-- Opening Marker --
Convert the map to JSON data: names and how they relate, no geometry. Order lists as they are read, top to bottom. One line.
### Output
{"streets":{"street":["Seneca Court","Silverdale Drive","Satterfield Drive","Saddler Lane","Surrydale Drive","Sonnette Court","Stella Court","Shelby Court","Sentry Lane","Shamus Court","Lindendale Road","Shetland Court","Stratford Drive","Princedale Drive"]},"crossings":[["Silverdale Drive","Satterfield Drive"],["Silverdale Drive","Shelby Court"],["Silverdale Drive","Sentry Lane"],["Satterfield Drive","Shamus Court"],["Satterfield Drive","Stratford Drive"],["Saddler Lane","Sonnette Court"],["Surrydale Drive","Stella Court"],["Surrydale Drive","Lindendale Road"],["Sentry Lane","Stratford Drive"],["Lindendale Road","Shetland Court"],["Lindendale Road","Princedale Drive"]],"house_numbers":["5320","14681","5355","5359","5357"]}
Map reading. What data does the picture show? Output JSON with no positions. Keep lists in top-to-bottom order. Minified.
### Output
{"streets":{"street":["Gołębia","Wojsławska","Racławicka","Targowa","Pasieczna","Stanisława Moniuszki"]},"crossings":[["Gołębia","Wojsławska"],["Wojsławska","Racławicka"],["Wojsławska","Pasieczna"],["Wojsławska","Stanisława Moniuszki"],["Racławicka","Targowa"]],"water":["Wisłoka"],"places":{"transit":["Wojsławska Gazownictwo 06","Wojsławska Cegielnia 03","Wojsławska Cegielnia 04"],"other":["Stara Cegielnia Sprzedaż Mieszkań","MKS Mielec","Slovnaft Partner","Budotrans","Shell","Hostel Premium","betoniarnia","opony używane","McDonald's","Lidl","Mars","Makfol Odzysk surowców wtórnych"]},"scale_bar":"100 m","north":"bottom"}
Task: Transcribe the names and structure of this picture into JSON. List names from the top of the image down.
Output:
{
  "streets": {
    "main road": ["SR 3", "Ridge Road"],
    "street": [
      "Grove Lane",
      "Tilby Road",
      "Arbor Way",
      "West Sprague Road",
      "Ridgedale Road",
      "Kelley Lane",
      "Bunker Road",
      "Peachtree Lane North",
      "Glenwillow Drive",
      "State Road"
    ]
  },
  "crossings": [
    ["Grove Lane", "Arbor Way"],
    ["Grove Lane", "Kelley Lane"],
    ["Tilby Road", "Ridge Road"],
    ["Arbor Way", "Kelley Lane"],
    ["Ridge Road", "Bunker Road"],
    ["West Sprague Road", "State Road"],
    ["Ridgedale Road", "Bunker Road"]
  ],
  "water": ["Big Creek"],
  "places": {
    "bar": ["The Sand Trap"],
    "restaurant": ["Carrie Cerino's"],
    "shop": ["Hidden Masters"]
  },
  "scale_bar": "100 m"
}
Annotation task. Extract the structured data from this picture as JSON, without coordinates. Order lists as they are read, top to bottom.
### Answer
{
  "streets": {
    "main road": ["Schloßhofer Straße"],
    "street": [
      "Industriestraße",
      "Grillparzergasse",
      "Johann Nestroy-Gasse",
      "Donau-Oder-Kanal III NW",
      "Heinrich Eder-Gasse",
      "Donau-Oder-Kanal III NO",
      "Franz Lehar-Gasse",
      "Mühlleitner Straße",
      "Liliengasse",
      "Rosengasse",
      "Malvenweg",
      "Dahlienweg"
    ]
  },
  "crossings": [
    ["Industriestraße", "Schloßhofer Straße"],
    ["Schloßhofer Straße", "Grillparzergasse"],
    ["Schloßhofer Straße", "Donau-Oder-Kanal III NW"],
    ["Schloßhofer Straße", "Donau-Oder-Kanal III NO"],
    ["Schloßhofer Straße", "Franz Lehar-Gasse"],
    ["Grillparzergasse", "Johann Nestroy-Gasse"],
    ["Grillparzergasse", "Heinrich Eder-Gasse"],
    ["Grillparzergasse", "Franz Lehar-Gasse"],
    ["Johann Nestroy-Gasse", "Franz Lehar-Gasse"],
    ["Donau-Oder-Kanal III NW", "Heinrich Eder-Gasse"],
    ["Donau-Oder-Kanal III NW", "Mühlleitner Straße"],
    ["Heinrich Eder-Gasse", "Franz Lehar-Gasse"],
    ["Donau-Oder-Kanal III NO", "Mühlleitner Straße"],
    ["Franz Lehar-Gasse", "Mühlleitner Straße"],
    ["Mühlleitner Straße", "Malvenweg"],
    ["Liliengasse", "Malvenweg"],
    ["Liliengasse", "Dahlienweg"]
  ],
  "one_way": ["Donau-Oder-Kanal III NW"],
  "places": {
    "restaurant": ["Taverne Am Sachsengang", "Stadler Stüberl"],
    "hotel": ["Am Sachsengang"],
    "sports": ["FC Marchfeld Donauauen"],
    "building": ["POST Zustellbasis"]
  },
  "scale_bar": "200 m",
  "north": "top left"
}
-- Closing Marker --
▶ Exercise aim
Repeat the listing. Keep each line precisely as shown.

▶ Written reply
Convert the map to JSON data: names and how they relate, no geometry. Order lists as they are read, top to bottom. One line.
### Output
{"streets":{"street":["Seneca Court","Silverdale Drive","Satterfield Drive","Saddler Lane","Surrydale Drive","Sonnette Court","Stella Court","Shelby Court","Sentry Lane","Shamus Court","Lindendale Road","Shetland Court","Stratford Drive","Princedale Drive"]},"crossings":[["Silverdale Drive","Satterfield Drive"],["Silverdale Drive","Shelby Court"],["Silverdale Drive","Sentry Lane"],["Satterfield Drive","Shamus Court"],["Satterfield Drive","Stratford Drive"],["Saddler Lane","Sonnette Court"],["Surrydale Drive","Stella Court"],["Surrydale Drive","Lindendale Road"],["Sentry Lane","Stratford Drive"],["Lindendale Road","Shetland Court"],["Lindendale Road","Princedale Drive"]],"house_numbers":["5320","14681","5355","5359","5357"]}
Map reading. What data does the picture show? Output JSON with no positions. Keep lists in top-to-bottom order. Minified.
### Output
{"streets":{"street":["Gołębia","Wojsławska","Racławicka","Targowa","Pasieczna","Stanisława Moniuszki"]},"crossings":[["Gołębia","Wojsławska"],["Wojsławska","Racławicka"],["Wojsławska","Pasieczna"],["Wojsławska","Stanisława Moniuszki"],["Racławicka","Targowa"]],"water":["Wisłoka"],"places":{"transit":["Wojsławska Gazownictwo 06","Wojsławska Cegielnia 03","Wojsławska Cegielnia 04"],"other":["Stara Cegielnia Sprzedaż Mieszkań","MKS Mielec","Slovnaft Partner","Budotrans","Shell","Hostel Premium","betoniarnia","opony używane","McDonald's","Lidl","Mars","Makfol Odzysk surowców wtórnych"]},"scale_bar":"100 m","north":"bottom"}
Task: Transcribe the names and structure of this picture into JSON. List names from the top of the image down.
Output:
{
  "streets": {
    "main road": ["SR 3", "Ridge Road"],
    "street": [
      "Grove Lane",
      "Tilby Road",
      "Arbor Way",
      "West Sprague Road",
      "Ridgedale Road",
      "Kelley Lane",
      "Bunker Road",
      "Peachtree Lane North",
      "Glenwillow Drive",
      "State Road"
    ]
  },
  "crossings": [
    ["Grove Lane", "Arbor Way"],
    ["Grove Lane", "Kelley Lane"],
    ["Tilby Road", "Ridge Road"],
    ["Arbor Way", "Kelley Lane"],
    ["Ridge Road", "Bunker Road"],
    ["West Sprague Road", "State Road"],
    ["Ridgedale Road", "Bunker Road"]
  ],
  "water": ["Big Creek"],
  "places": {
    "bar": ["The Sand Trap"],
    "restaurant": ["Carrie Cerino's"],
    "shop": ["Hidden Masters"]
  },
  "scale_bar": "100 m"
}
Annotation task. Extract the structured data from this picture as JSON, without coordinates. Order lists as they are read, top to bottom.
### Answer
{
  "streets": {
    "main road": ["Schloßhofer Straße"],
    "street": [
      "Industriestraße",
      "Grillparzergasse",
      "Johann Nestroy-Gasse",
      "Donau-Oder-Kanal III NW",
      "Heinrich Eder-Gasse",
      "Donau-Oder-Kanal III NO",
      "Franz Lehar-Gasse",
      "Mühlleitner Straße",
      "Liliengasse",
      "Rosengasse",
      "Malvenweg",
      "Dahlienweg"
    ]
  },
  "crossings": [
    ["Industriestraße", "Schloßhofer Straße"],
    ["Schloßhofer Straße", "Grillparzergasse"],
    ["Schloßhofer Straße", "Donau-Oder-Kanal III NW"],
    ["Schloßhofer Straße", "Donau-Oder-Kanal III NO"],
    ["Schloßhofer Straße", "Franz Lehar-Gasse"],
    ["Grillparzergasse", "Johann Nestroy-Gasse"],
    ["Grillparzergasse", "Heinrich Eder-Gasse"],
    ["Grillparzergasse", "Franz Lehar-Gasse"],
    ["Johann Nestroy-Gasse", "Franz Lehar-Gasse"],
    ["Donau-Oder-Kanal III NW", "Heinrich Eder-Gasse"],
    ["Donau-Oder-Kanal III NW", "Mühlleitner Straße"],
    ["Heinrich Eder-Gasse", "Franz Lehar-Gasse"],
    ["Donau-Oder-Kanal III NO", "Mühlleitner Straße"],
    ["Franz Lehar-Gasse", "Mühlleitner Straße"],
    ["Mühlleitner Straße", "Malvenweg"],
    ["Liliengasse", "Malvenweg"],
    ["Liliengasse", "Dahlienweg"]
  ],
  "one_way": ["Donau-Oder-Kanal III NW"],
  "places": {
    "restaurant": ["Taverne Am Sachsengang", "Stadler Stüberl"],
    "hotel": ["Am Sachsengang"],
    "sports": ["FC Marchfeld Donauauen"],
    "building": ["POST Zustellbasis"]
  },
  "scale_bar": "200 m",
  "north": "top left"
}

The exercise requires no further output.